The most valuable thing about an explicit plan is when you can review it. A plan is a checkpoint before compute is spent; a pull request is a checkpoint after. Catching a wrong approach at the plan stage costs a few minutes of reading. Catching the same mistake at the pull-request stage costs the entire implementation run that produced it, plus the rework to undo it.

That single timing difference gives the pipeline two human-in-the-loop gates bracketing an autonomous middle:

  1. Plan approval. An amendable plan artifact that a human (or a reviewing agent) inspects and can edit before any implementation begins. Every async coding system that works in practice, from Jules to Copilot to Factory, emits a plan-first artifact for exactly this reason.
  2. Pull-request review. The output gate, where the finished change is reviewed before it merges.

Between the two gates the agent runs on its own. The gates are where human judgement concentrates, a division of labour developed further in Execution and Feedback.

A plan is durable and separate from the issue that prompted it. The issue holds the problem statement, the business intent, and the acceptance criteria: the record of what was wanted. The plan holds the concrete implementation approach: the record of how it will be done. Keeping them apart stops implementation detail from leaking into and polluting the durable statement of intent, a separation argued in Collaborative Development Structure.
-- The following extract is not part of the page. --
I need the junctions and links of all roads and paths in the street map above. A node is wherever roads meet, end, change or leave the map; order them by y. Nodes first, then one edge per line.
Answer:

A good plan artifact declares four things:

  • The context it needs. Organisation version, project package, repository target, and task prerequisites, so the orchestrator can resolve the right context layers at dispatch.
  • The intended change, broken into steps small enough that each is a short, verifiable session. Long-horizon work is many short sessions, not one long one; the reasoning is in Runtime Context Management.
  • The validation strategy. The tests that define success, written as requirements that fail until the work is done.
  • The risk and blast radius. Which surfaces the change touches, which feeds the controls autonomy gate and smart routing.

The plan must produce test-driven validation that defines the intended outcome before implementation starts. The order is load-bearing. Tests written afterward by the agent that wrote the code confirm that code and guard against regressions, but they do not establish correctness. They encode the implementation’s own assumptions, including its mistakes.
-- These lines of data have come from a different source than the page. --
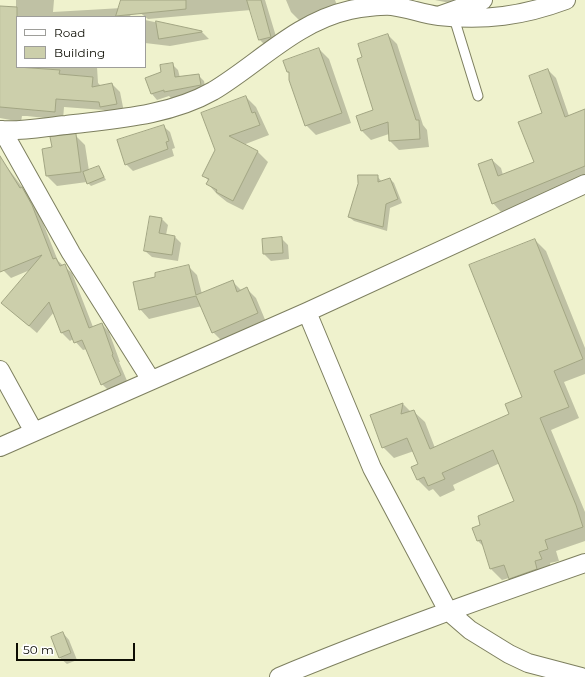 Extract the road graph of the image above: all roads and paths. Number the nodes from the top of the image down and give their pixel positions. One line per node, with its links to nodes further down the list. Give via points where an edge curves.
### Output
1 (484, 0): 4 (street)
2 (566, 0): 4 (street, via 498,18)
3 (386, 3): 4 (street, via 419,14); 6 (street, via 321,19 291,36 212,91 184,103 122,118)
4 (446, 17): 5 (lane)
5 (478, 96)
6 (1, 130): 10 (street, via 71,253)
7 (585, 184): 8 (street)
8 (307, 312): 10 (street); 14 (street, via 372,468)
9 (0, 370): 11 (street)
10 (151, 380): 11 (street)
11 (34, 432): 12 (street)
12 (0, 447)
13 (585, 563): 14 (street)
14 (448, 611): 15 (street); 16 (street, via 470,630 509,654 528,663)
15 (279, 677)
16 (581, 677)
So validation belongs to someone else. It should be written by a separate agent that had no hand in the implementation, so it carries no shared bias. That validator should be adversarial by design (prompted to break the change, not to bless it) and ideally a different model from the implementer, so the two do not share the same blind spots. The discipline is developed in Verification & the Outer Loop, and the model choices in Model Usage.

Defining success as a set of failing requirements up front also closes off the field’s most common silent failure: an agent declaring the work done before it is.

Planning is not implementation done early; it is a different cognitive mode. It rewards slow, careful reasoning (strategic questioning, constraint analysis, deliberately surfacing uncertainty) where implementation rewards fast, fluent generation. The two warrant different models and different postures, a distinction drawn out in Model Usage. A strong plan exposes scope risk and ambiguity while they are still cheap to resolve. A weak plan defers those costs into the implementation run, where they surface as wasted work.

From here the pipeline moves in both directions: upstream to Ticket Enrichment, which prepares a task worth planning, and downstream to End-to-End Orchestration, which executes the approved plan and returns to it when reality pushes back.